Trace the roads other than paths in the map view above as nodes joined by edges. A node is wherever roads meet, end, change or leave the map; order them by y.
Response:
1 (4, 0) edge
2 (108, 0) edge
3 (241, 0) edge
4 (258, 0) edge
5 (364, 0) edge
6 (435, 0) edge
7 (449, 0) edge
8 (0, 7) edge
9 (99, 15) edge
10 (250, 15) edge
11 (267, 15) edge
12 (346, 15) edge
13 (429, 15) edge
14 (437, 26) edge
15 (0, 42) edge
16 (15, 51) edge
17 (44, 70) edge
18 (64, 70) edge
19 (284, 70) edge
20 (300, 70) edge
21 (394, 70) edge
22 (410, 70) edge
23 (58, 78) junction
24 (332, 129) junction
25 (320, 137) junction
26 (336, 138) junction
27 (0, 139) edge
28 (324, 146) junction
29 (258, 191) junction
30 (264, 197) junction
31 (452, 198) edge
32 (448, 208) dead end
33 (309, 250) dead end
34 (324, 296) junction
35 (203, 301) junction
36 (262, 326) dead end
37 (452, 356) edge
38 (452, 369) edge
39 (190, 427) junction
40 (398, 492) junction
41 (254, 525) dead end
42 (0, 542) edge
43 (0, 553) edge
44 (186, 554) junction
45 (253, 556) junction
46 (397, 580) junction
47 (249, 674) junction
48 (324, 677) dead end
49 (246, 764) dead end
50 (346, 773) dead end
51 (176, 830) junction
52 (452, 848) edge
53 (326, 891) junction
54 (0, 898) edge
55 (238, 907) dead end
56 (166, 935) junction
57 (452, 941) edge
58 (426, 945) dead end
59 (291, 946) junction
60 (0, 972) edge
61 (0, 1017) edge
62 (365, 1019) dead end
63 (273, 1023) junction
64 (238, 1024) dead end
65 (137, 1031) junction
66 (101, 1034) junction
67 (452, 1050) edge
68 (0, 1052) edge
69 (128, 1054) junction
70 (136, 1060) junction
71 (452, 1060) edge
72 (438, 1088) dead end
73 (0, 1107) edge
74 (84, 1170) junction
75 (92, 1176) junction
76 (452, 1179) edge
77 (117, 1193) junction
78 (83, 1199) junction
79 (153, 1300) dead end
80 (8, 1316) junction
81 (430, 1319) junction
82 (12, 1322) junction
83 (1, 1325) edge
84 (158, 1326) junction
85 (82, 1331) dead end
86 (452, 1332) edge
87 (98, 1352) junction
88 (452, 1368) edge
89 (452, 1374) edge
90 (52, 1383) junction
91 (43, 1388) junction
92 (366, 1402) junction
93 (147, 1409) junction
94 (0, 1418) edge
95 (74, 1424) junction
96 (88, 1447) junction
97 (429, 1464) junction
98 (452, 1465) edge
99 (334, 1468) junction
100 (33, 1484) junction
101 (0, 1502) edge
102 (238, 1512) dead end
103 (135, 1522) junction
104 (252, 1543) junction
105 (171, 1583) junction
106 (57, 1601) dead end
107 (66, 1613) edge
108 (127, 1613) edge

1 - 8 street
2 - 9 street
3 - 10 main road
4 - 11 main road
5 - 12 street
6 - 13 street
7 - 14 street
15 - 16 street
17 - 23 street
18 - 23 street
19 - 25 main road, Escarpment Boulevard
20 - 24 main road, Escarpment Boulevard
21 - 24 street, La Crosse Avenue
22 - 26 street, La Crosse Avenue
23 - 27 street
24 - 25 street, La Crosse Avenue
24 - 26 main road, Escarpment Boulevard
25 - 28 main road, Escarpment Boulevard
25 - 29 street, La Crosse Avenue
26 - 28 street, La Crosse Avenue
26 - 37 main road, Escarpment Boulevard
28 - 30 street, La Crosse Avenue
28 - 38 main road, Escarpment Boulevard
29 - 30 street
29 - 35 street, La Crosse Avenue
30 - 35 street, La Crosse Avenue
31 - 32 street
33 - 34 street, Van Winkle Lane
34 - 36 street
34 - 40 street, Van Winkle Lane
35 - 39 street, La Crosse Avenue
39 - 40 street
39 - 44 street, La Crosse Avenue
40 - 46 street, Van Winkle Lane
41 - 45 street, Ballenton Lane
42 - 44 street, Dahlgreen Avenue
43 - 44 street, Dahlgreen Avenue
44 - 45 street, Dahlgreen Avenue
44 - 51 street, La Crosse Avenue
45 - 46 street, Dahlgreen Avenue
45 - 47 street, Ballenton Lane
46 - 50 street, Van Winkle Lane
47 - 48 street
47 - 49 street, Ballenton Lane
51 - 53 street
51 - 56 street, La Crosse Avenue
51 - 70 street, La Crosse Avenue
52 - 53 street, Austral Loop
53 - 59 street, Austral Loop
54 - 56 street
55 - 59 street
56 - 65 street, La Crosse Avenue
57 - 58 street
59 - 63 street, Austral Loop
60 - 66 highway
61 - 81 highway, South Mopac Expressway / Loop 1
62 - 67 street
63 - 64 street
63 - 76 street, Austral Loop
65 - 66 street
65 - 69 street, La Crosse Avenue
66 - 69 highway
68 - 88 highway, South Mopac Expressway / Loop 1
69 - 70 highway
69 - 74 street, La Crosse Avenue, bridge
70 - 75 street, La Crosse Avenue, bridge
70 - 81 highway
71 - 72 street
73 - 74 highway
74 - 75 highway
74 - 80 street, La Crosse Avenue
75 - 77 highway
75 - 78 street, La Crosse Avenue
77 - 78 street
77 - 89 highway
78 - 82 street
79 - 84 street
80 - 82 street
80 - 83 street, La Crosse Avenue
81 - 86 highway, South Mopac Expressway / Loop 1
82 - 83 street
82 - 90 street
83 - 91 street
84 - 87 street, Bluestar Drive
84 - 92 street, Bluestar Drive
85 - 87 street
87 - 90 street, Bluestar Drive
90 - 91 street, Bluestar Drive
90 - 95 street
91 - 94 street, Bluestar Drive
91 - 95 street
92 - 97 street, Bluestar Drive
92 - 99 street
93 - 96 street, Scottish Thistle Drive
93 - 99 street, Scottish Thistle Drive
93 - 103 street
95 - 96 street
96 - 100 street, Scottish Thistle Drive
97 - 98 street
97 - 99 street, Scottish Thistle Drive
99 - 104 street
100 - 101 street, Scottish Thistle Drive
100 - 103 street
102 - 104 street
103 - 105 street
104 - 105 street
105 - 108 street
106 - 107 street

Problem requirements:
Copy out the lines of the data where the string "Austral" occurs.

Result for this task:
52 - 53 street, Austral Loop
53 - 59 street, Austral Loop
59 - 63 street, Austral Loop
63 - 76 street, Austral Loop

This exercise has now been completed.